Superintendents across the state heard how the Kentucky Department of Education’s (KDE’s) equity playbook is helping one school district in its mission to serve all students.
Boone County Superintendent Matthew Turner joined KDE Deputy Commissioner and Chief Equity Officer Thomas Woods-Tucker at KDE’s monthly Superintendents Webcast on Oct. 18 to talk about the new playbook and his district’s experience.
The equity playbook provides district and school leaders with personalized coaching on evidence/research-based practices, content and resources to address opportunity gaps in one or more of the following areas:
- Student achievement;
- Utilization of funding and resources;
- Disproportionality relative to student discipline;
- Culture and climate; and
- Highly effective staff and high-quality instructional resources.
Boone County is in the first cohort for the equity playbook’s executive coaching.
“We’re real excited about the progress we’ve made as well as the professional development that has been made,” said Woods-Tucker.
The equity playbook, which launched this fall, aligns with United We Learn, the vision for the future of public education in Kentucky. The playbook is an initiative designed to improve the state’s five equity pillars: student achievement; utilization of funding and resources; high effective staff and high-quality instructional resources; disproportionality relative to student discipline; and culture and climate.

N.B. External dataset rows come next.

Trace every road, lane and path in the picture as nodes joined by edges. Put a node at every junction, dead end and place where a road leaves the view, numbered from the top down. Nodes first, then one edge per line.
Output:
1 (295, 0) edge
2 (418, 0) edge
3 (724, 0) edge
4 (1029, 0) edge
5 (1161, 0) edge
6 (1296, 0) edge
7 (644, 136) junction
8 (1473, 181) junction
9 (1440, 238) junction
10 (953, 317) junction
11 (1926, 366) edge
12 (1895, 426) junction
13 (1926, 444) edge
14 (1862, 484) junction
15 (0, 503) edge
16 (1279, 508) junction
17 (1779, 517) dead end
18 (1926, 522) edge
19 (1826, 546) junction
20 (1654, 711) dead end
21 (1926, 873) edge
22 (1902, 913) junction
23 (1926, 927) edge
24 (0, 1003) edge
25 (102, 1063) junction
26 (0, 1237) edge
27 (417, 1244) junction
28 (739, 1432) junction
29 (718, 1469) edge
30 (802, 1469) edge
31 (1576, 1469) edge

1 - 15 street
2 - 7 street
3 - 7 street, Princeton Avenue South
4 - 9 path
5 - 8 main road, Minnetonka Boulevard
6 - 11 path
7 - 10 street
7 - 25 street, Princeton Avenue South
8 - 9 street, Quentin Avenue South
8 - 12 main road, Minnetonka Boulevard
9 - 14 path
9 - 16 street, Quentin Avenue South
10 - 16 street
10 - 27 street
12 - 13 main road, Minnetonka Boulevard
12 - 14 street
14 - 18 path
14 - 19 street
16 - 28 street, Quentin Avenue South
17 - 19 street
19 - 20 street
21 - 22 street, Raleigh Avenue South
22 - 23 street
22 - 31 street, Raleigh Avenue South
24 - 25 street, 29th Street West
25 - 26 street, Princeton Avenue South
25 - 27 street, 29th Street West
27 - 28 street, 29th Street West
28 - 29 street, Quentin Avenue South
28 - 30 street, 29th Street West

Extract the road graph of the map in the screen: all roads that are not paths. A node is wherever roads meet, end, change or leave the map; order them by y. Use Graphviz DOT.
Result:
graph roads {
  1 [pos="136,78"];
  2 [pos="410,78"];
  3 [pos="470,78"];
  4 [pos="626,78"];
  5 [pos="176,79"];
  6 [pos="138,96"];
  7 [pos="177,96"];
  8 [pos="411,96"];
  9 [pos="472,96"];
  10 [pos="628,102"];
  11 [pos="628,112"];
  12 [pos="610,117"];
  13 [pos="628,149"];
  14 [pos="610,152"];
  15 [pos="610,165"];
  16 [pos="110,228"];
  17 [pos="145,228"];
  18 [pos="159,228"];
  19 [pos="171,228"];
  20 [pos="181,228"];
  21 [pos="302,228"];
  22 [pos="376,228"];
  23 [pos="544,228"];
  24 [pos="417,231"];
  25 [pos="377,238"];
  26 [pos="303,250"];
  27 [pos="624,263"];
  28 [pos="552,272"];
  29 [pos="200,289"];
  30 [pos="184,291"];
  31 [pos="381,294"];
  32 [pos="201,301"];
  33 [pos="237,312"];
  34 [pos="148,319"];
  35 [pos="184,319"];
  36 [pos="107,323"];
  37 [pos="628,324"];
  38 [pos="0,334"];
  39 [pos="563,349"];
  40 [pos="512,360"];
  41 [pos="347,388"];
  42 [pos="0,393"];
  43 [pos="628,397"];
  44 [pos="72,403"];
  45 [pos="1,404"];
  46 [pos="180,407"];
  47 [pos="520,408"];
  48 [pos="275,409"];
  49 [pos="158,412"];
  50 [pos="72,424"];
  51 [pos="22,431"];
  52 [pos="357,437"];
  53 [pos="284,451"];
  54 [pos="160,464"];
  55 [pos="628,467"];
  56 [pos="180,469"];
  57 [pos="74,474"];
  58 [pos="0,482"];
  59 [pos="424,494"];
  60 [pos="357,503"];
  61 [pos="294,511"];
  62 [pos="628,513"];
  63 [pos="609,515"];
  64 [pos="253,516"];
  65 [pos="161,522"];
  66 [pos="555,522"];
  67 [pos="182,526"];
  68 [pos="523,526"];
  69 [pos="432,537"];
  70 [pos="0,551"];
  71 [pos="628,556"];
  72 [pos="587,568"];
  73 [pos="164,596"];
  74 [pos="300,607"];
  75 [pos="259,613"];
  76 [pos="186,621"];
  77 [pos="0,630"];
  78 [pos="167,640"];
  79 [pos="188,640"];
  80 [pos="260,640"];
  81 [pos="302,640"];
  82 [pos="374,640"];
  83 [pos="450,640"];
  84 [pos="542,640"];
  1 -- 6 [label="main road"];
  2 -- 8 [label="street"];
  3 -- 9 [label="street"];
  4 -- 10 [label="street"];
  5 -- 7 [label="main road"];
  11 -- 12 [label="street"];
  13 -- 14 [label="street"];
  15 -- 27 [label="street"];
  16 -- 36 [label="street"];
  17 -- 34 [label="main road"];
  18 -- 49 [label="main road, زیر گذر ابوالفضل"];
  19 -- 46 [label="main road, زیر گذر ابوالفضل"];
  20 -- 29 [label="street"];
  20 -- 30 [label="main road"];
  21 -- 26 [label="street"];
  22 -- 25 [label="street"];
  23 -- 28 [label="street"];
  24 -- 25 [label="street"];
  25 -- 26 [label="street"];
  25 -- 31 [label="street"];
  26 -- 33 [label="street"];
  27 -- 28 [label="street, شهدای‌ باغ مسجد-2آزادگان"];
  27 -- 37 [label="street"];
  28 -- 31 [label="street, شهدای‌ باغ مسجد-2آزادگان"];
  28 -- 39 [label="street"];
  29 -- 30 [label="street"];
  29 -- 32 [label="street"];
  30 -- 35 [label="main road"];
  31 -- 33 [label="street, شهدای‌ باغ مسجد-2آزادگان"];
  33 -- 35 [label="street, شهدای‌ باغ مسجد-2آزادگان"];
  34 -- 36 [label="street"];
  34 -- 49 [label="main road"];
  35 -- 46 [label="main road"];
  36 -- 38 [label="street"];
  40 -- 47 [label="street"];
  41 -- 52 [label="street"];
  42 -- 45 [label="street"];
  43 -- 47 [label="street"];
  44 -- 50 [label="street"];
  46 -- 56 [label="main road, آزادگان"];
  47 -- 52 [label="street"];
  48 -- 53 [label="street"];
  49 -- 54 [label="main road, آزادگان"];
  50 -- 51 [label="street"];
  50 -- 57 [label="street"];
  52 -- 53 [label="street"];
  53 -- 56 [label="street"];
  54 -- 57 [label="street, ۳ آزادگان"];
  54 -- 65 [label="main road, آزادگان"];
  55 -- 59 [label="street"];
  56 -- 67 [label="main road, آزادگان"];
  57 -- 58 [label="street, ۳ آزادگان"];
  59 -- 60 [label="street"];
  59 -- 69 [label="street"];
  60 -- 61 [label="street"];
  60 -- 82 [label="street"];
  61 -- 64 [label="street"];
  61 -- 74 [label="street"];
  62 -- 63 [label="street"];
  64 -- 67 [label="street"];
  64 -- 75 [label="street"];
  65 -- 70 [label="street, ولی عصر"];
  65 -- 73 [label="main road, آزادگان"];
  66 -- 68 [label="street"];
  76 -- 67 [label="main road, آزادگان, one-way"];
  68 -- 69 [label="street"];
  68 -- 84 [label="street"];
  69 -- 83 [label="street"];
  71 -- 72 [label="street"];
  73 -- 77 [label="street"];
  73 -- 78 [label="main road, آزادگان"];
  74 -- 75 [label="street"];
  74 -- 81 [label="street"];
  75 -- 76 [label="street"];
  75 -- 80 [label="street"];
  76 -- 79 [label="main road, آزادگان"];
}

“At the center of our equity playbook is personalized executive coaching,” Woods-Tucker said. “Each school district has identified up to eight participants and we are providing that coaching free of charge. For our teachers, they don’t have to leave their districts.
“We know that executive coaching is one of the more effective approaches to increasing student outcomes.”
Turner said Boone County has 28 schools and programs. Among the district’s students, there are 63 languages spoken at home, 42% of students receive reduced-price meals and 14% of students have a disability.
To learn at higher levels, Turner said the students want to feel accepted and loved. He said they want to know the school knows them, their families and their background. He said students need to know people at the school care and the school wants to help them.
The equity training is aligned with efforts Boone County has made to close achievement gaps with students, Turner said.
“The people we have in the program right now – all of our high school principals, some of our middle school principals – they are very, very pleased and very excited and really like some of the work, especially the coaching aspect,” he said. “It provides some structures, some processes and strategies for closing gaps.”
The second cohort begins in January and the third in the fall of 2023.
School Report Card
The release of the 2021-2022 School Report Card on Oct. 18 also was discussed. As expected, the data showed that the COVID-19 pandemic had a deep impact on students and schools as they continue to recover from the interrupted learning over the past two years.
Assessments were fully administered to more than 383,000 students in grades 3 through 8 and 10 through 11 during the spring of 2022. Accountability and federal statuses – such as Comprehensive School Improvement and Targeted School Improvement – are being reported for the first time since 2019.
Kentucky Commissioner of Education Jason E. Glass said Kentucky’s results are consistent with that of other states.
“There’s nothing in this data that is surprising to us,” Glass said. “It wasn’t surprising to me. It is reflective of what we’ve been hearing from out formative assessment data that has been collected locally. That is what we’ve been seeing nationally as other states release their data and what we’ve seen with national and international test data releases.”
He said there has been some recovery already on ACT performance that will be seen in next year’s scores.
“There’s lots of federal money available to support that so we should expect to see continued recovery and improvement happening with our schools as time goes on,” he said.
Kentucky has received more than $2 billion in federal funding through the American Rescue Plan Act to help accelerate learning and get additional support to districts and students who need it the most.
Also at the meeting, Glass discussed with the superintendents the 10 regulations pertaining to charter schools that were approved by the Kentucky Board of Education at its Oct. 11-12 meeting. He said it was necessary to approve the regulations to conform to the requirements set by House Bill 9, a bill that modified Kentucky’s charter school law and set up a funding mechanism for charter schools.
Glass acknowledged there are some constitutional issues with the statute that have carried over into the regulations, and noted the KBE struggled with passing them.
Superintendents also learned that helping displaced families and students in flood-impacted districts in eastern Kentucky is now the focus during the holidays. While relief efforts continue, the impacted districts also are working to help families by providing Thanksgiving meal outreach and gifts.
Finally, superintendents were told a new Kentucky United We Learn Council is being formed with the purpose of giving a broad voice on the learning process to stakeholders. The council also will evaluate and recommend strategic practice, policy and investment ideas to state policymakers and the state at large.
The next Superintendents Webcast will be Nov. 15.